The judge wanted to make an example of Facebook and its law firm to draw attention to what he considers to be a frequent problem in big cases: corporations and their lawyers using delay and obfuscation to wear down plaintiffs’ lawyers on the other side.

Chhabria’s message comes through most clearly near the end of the opinion, after the judge expended pages and pages detailing the many ways in which Facebook contested discovery requests from lead plaintiffs’ lawyers at Keller Rohrback and Bleichmar Fonti & Auld.

“Does anyone really think that Facebook was planning on taking this case to trial?” the judge wrote. “Or was Facebook, with the assistance of its lawyers, executing a different play from the playbook: resist discovery as long as possible, make things increasingly difficult and expensive and frustrating for the opposition, and hope that would drive down the case’s settlement value?

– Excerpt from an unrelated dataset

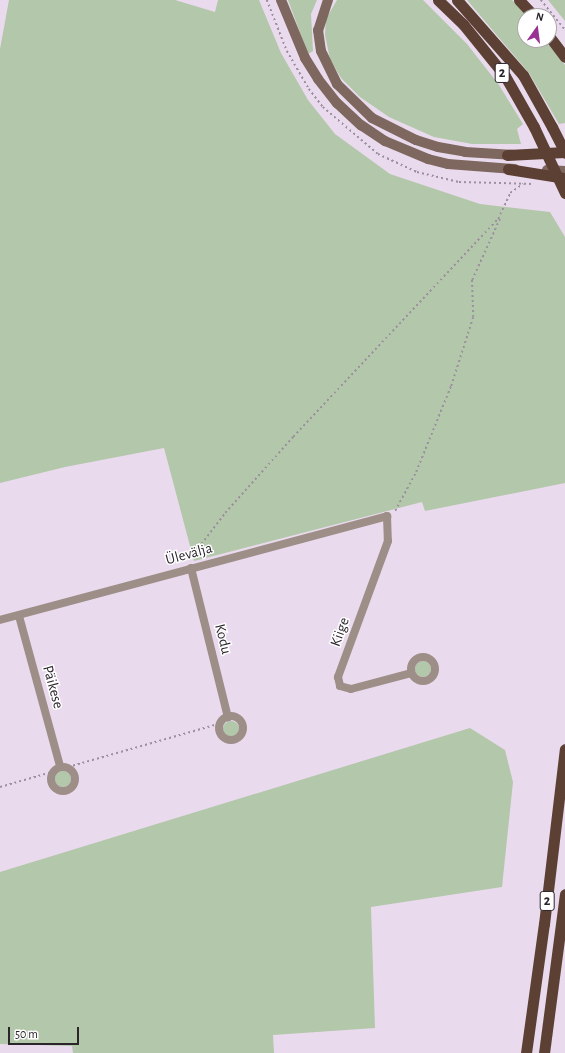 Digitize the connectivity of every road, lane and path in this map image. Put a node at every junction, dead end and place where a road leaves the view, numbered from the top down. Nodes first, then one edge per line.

This is, by far, the most likely explanation for Facebook and Gibson Dunn’s conduct.”

Some context is in order. Discovery in the case was so complex and contentious that the US magistrate judge who oversaw it urged both sides to engage a special master. And as I’ve previously told you during the year-long sanctions saga, after Chhabria first threatened Facebook and Gibson Dunn last February, the law firm has offered rationales and justifications for all of the discovery disputes in case. Gibson Dunn has insisted throughout that although the firm and its client litigated “zealously” as plaintiffs fished for a viable theory, they never violated a discovery order or failed to abide by instructions from the magistrate and special master. (It’s also worth pointing out that discovery had not yet closed when the two sides announced their settlement last year.)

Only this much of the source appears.